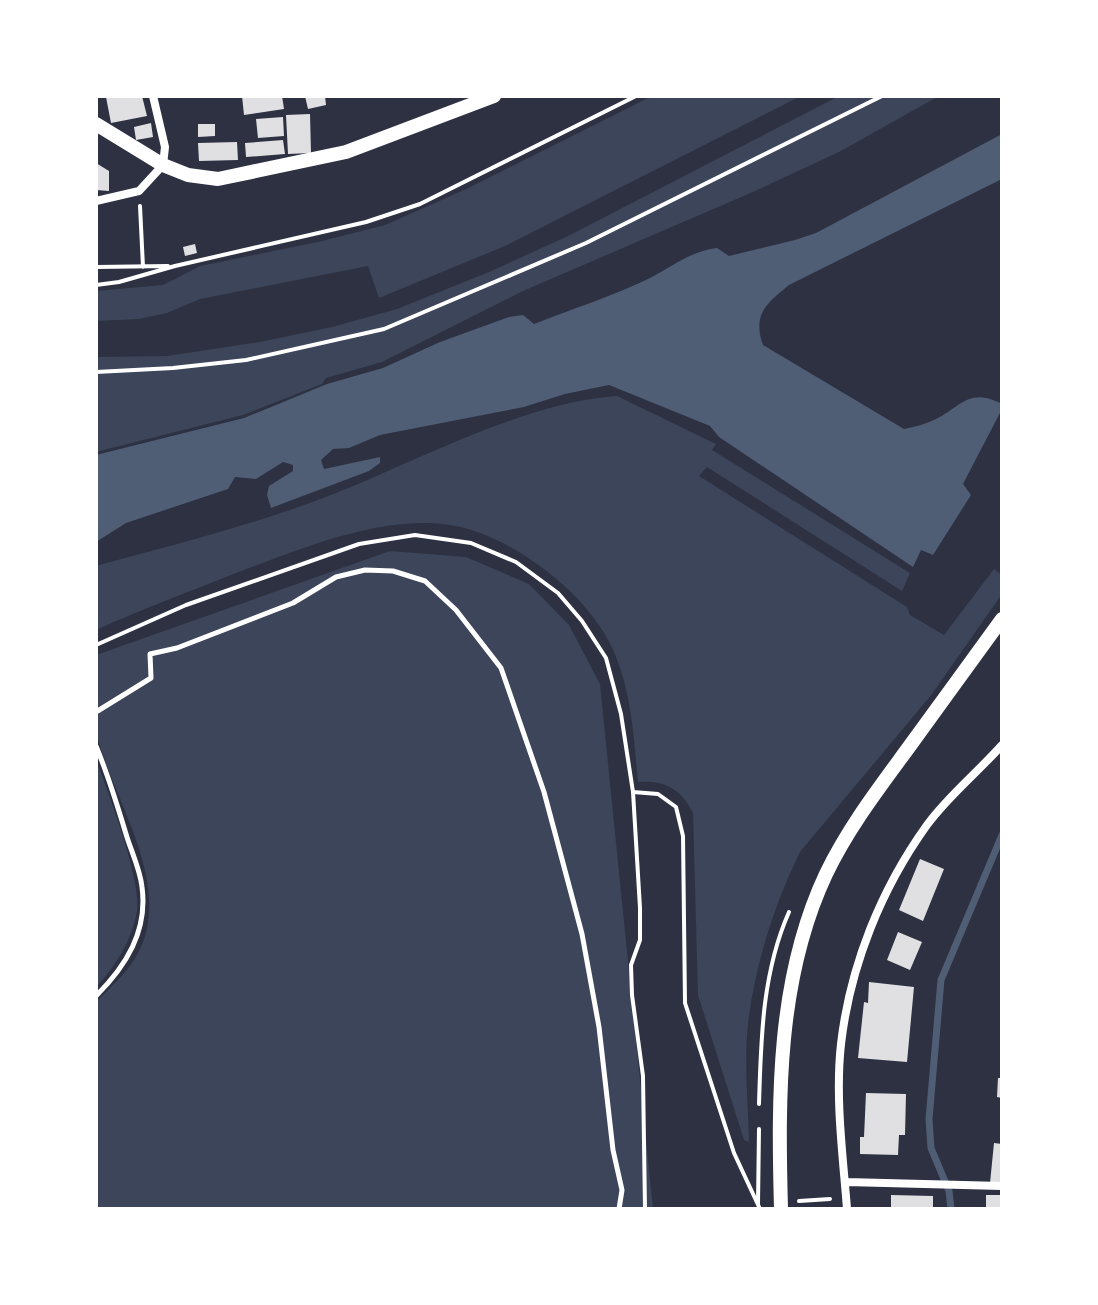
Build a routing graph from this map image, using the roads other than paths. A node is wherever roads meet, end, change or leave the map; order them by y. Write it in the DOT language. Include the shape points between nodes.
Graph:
graph roads {
  1 [pos="153,96"];
  2 [pos="494,96"];
  3 [pos="96,124"];
  4 [pos="163,165"];
  5 [pos="96,201"];
  6 [pos="1002,619"];
  7 [pos="96,712"];
  8 [pos="1002,745"];
  9 [pos="96,746"];
  10 [pos="96,996"];
  11 [pos="846,1182"];
  12 [pos="1002,1186"];
  13 [pos="780,1206"];
  14 [pos="619,1209"];
  15 [pos="847,1209"];
  1 -- 4 [label="street" via="165,147"];
  2 -- 4 [label="street" via="346,152 286,166 218,179"];
  3 -- 4 [label="street"];
  4 -- 5 [label="street" via="139,191"];
  6 -- 13 [label="street" via="852,827 821,888 786,1013"];
  7 -- 14 [label="lane" via="151,678 150,654 293,603 336,577 393,571 425,581 456,610 501,668 544,792 582,934 599,1027 622,1190"];
  8 -- 11 [label="street" via="930,822 903,860 862,953 841,1045"];
  9 -- 10 [label="lane" via="142,885 143,916 134,947"];
  11 -- 12 [label="street"];
  11 -- 15 [label="street"];
}
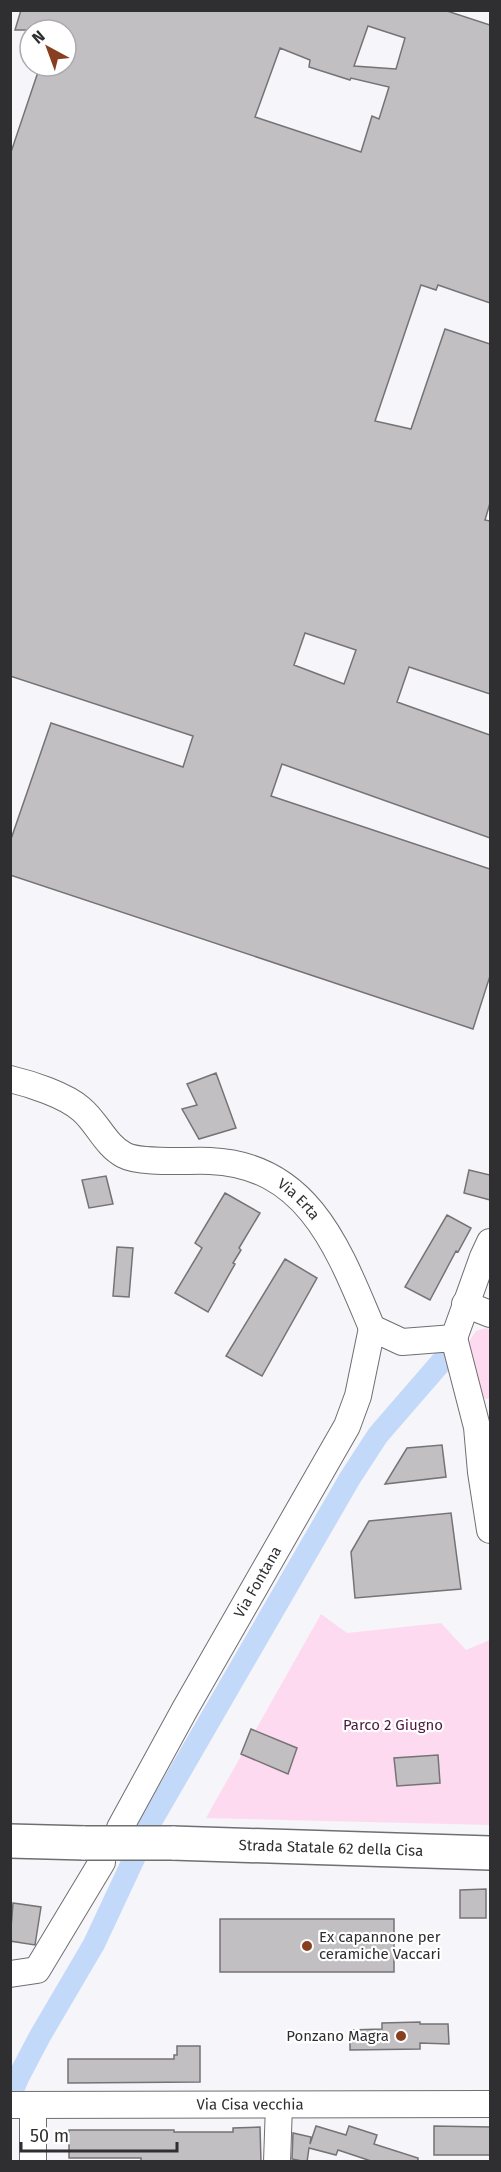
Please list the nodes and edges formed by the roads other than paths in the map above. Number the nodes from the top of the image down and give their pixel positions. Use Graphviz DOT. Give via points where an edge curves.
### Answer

——

> [THE PROBLEM]
Could you show every line of the material that includes the string "image"?

> [SOLVED PROBLEM]
Build a routing graph from this map image, using the roads other than paths. A node is wherever roads meet, end, change or leave the map; order them by y. Write it in the DOT language. Include the shape points between nodes.
Please list the nodes and edges formed by the roads other than paths in the map above. Number the nodes from the top of the image down and give their pixel positions. Use Graphviz DOT. Give via points where an edge curves.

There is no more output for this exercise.